> Work request: Each line below that carries the string "Sabbath" must appear in the answer.

(Beginning of Data in this exercise)

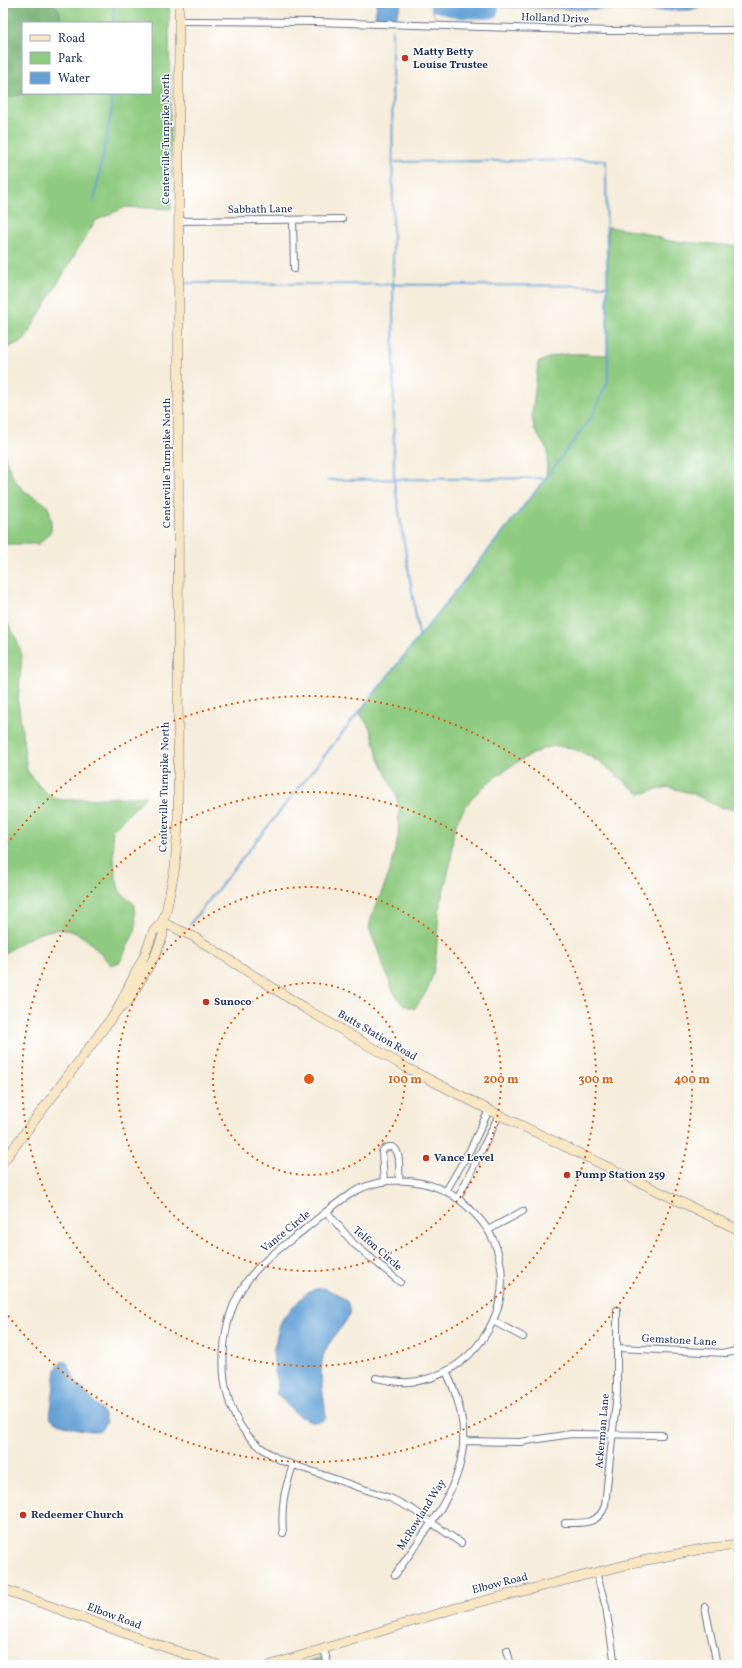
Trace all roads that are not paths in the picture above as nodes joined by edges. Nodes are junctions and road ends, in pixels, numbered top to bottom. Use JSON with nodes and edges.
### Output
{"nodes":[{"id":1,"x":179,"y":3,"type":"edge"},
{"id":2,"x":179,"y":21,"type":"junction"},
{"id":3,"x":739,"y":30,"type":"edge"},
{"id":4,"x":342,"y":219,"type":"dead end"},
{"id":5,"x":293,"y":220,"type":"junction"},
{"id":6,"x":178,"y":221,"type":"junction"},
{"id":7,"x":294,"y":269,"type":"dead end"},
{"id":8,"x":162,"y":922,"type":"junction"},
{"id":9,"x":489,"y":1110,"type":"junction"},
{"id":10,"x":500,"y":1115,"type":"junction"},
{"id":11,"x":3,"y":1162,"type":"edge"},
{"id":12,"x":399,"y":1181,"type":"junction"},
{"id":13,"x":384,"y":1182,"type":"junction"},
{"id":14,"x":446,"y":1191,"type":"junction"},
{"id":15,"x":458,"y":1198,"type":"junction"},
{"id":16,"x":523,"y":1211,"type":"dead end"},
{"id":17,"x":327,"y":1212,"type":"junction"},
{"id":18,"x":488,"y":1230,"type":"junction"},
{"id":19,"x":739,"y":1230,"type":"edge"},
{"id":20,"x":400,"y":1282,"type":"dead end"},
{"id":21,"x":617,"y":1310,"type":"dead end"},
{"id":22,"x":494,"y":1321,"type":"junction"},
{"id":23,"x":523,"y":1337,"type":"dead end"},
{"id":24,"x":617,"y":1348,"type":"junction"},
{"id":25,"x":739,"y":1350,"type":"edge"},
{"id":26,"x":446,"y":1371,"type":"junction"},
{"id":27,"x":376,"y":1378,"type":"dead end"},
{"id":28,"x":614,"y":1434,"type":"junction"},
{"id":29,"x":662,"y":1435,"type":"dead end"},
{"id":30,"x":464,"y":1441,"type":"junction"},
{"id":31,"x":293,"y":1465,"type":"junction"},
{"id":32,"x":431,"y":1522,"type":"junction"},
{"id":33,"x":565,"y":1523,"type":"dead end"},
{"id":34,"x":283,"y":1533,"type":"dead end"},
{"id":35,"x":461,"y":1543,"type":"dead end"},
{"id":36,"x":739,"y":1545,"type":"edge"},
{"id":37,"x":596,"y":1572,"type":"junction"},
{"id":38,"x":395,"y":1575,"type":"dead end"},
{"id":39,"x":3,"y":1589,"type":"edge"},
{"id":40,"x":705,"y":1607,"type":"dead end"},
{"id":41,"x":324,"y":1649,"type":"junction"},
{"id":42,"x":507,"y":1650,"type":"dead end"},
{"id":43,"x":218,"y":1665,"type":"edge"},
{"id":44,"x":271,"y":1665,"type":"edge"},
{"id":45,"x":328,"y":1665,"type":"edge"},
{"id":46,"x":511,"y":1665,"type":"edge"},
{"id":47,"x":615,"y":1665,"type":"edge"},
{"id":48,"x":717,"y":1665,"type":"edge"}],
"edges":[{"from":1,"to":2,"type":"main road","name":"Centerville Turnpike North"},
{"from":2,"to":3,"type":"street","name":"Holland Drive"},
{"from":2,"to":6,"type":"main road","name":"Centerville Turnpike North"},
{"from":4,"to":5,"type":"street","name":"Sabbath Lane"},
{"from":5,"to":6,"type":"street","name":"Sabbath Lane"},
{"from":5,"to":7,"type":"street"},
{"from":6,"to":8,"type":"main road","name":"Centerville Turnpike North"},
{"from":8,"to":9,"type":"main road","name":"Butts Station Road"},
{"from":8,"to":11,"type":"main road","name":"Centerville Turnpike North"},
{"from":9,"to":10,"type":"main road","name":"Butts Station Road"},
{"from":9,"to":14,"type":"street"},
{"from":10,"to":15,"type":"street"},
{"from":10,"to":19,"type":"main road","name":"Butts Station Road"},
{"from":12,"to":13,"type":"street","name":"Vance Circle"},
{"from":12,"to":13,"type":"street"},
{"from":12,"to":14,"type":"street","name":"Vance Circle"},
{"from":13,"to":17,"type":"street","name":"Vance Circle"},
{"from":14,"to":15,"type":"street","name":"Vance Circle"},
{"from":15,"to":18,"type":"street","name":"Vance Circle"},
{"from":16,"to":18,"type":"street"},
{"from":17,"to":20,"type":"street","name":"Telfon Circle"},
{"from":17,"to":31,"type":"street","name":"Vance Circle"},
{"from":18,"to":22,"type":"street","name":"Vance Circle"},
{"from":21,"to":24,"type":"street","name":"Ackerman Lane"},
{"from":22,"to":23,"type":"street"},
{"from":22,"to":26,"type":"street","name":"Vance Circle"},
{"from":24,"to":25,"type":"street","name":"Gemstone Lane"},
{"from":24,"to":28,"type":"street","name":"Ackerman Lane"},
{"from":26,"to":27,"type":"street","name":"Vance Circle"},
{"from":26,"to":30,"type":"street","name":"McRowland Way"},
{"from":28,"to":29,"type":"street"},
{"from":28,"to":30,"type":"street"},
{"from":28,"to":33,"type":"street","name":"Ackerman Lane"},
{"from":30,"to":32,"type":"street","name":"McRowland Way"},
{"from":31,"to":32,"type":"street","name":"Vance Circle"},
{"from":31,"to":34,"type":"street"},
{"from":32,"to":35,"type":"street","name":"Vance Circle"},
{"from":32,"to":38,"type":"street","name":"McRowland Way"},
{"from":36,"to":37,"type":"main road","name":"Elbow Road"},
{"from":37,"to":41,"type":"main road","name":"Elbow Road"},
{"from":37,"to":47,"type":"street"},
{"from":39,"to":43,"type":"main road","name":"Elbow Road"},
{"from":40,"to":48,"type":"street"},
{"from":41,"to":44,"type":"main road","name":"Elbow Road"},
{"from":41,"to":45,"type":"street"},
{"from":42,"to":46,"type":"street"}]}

(End of Data in this exercise)

> Expected answer:
{"from":4,"to":5,"type":"street","name":"Sabbath Lane"},
{"from":5,"to":6,"type":"street","name":"Sabbath Lane"},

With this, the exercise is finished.